- [Exercise description] From the entries below, return only the lines starting at the one that contains "middle mcp: (881, 912)" and ending at the one that contains "ring mcp: (1296, 851)", exactly as they stand.
[[ Dataset records open ]]
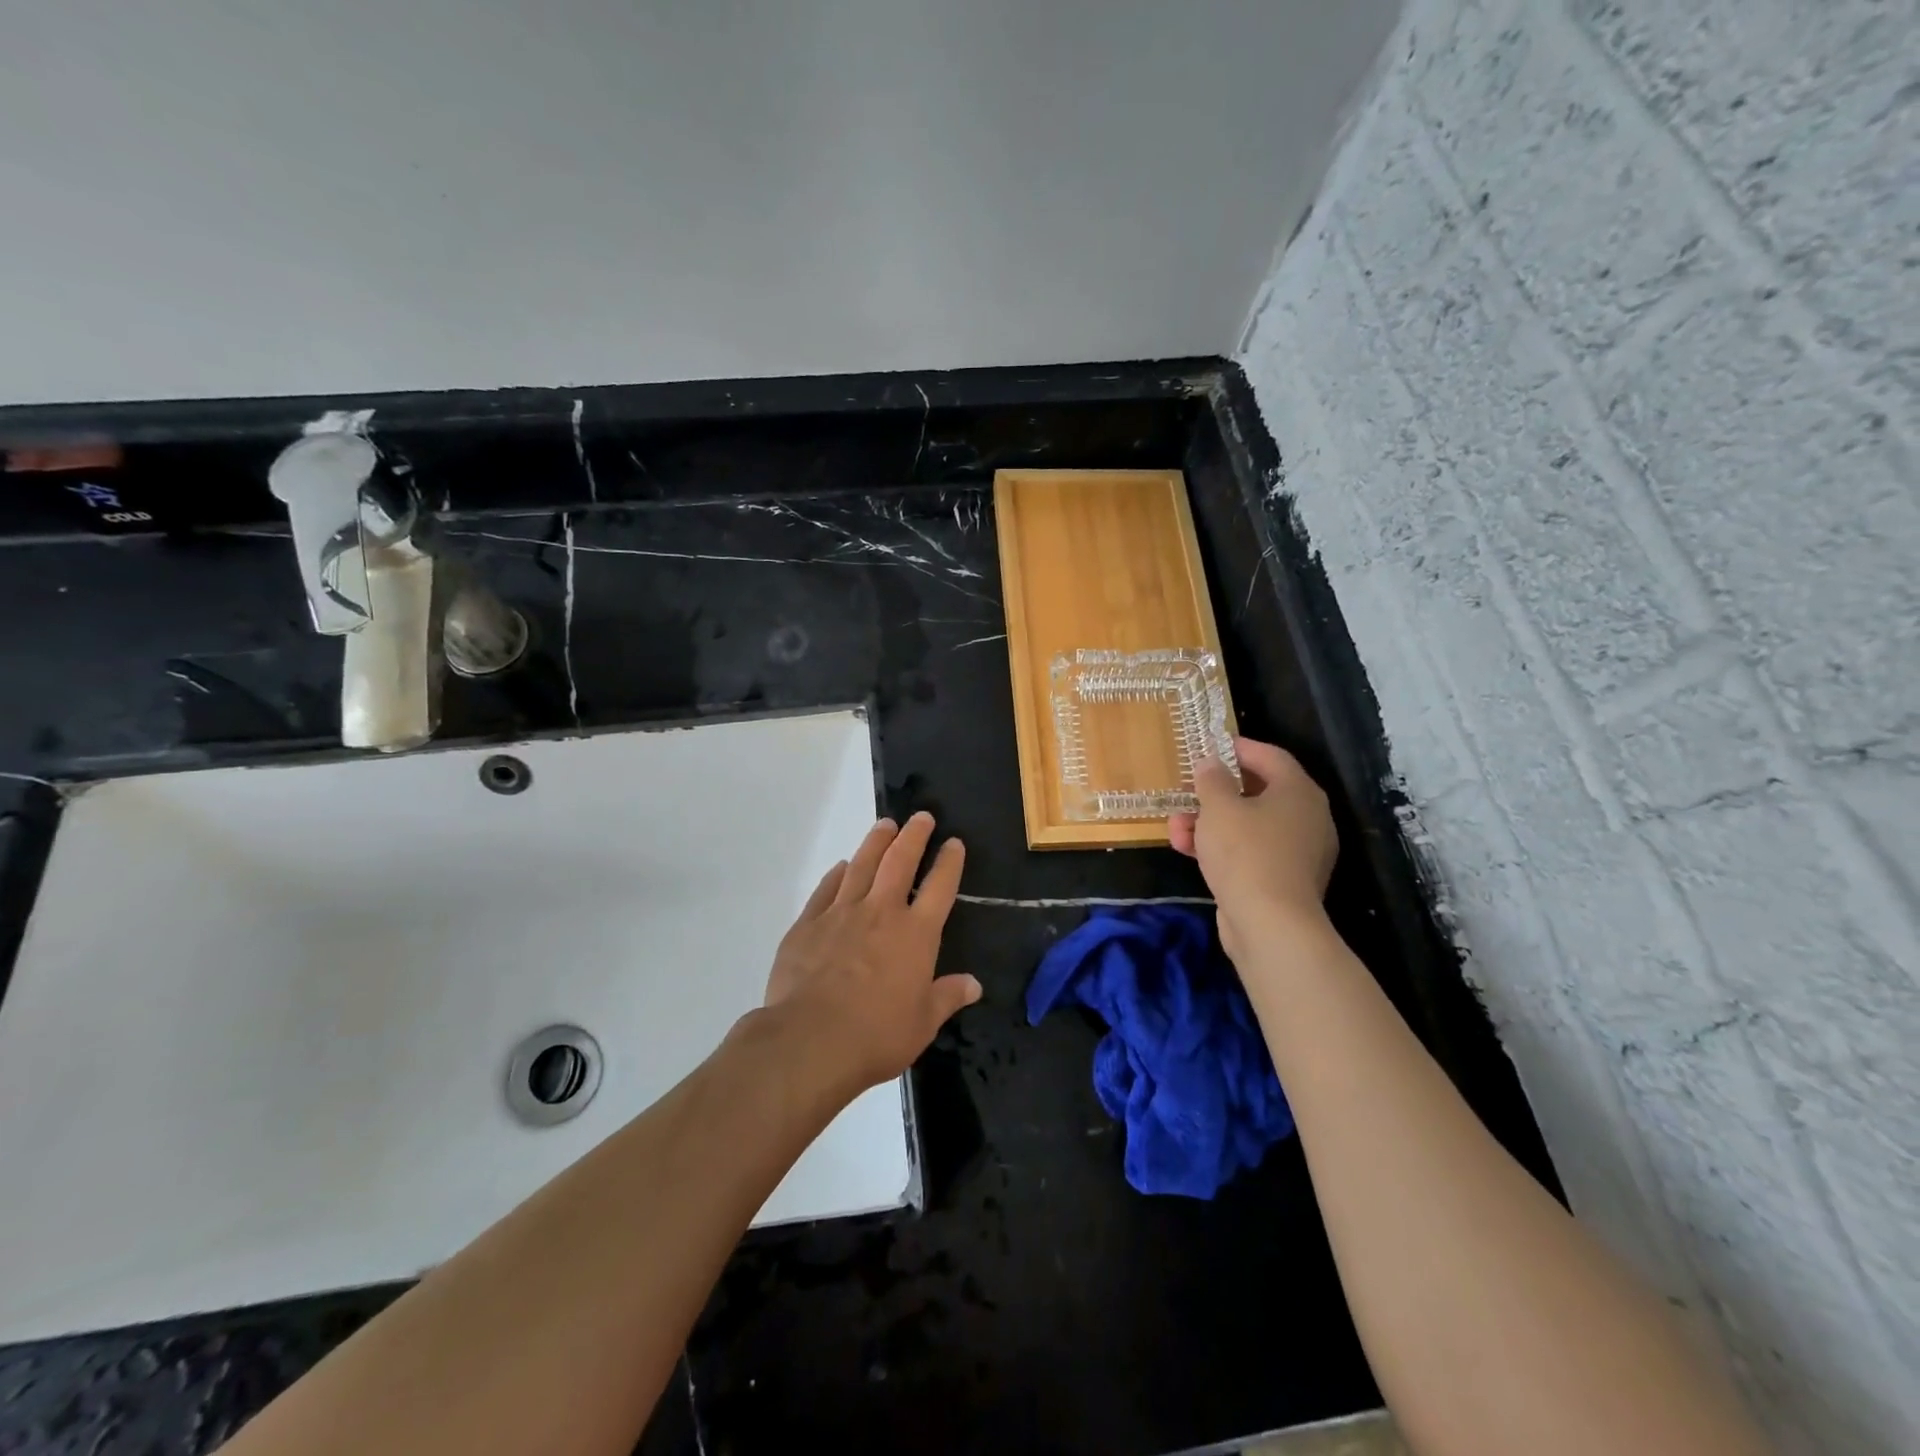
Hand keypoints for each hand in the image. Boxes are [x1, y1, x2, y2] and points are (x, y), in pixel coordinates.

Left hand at [762, 811, 981, 1092]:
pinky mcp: (808, 924)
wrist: (811, 1040)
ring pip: (861, 866)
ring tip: (885, 825)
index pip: (940, 887)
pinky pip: (825, 890)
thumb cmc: (877, 1035)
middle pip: (900, 862)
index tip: (954, 843)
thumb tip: (974, 984)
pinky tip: (840, 866)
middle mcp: (881, 912)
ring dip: (876, 842)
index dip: (949, 862)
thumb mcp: (923, 1023)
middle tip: (921, 816)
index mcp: (916, 934)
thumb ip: (948, 997)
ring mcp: (841, 913)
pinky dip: (836, 874)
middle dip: (914, 836)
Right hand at [1169, 737, 1337, 962]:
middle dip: (1213, 793)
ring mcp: (1296, 851)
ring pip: (1248, 825)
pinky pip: (1249, 852)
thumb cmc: (1245, 853)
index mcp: (1299, 792)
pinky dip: (1221, 847)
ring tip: (1176, 829)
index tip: (1210, 746)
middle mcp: (1306, 818)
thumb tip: (1210, 763)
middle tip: (1186, 791)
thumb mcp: (1219, 808)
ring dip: (1209, 823)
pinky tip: (1188, 851)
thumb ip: (1211, 780)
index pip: (1271, 756)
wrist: (1270, 924)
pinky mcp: (1282, 879)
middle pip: (1256, 793)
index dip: (1238, 748)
[[ Dataset records closed ]]
- [Answer to the problem]
middle mcp: (881, 912)
ring dip: (876, 842)
index dip: (949, 862)
thumb mcp: (923, 1023)
middle tip: (921, 816)
index mcp: (916, 934)
thumb ip: (948, 997)
ring mcp: (841, 913)
pinky dip: (836, 874)
middle dip: (914, 836)
Right hand at [1169, 737, 1337, 962]:
middle dip: (1213, 793)
ring mcp: (1296, 851)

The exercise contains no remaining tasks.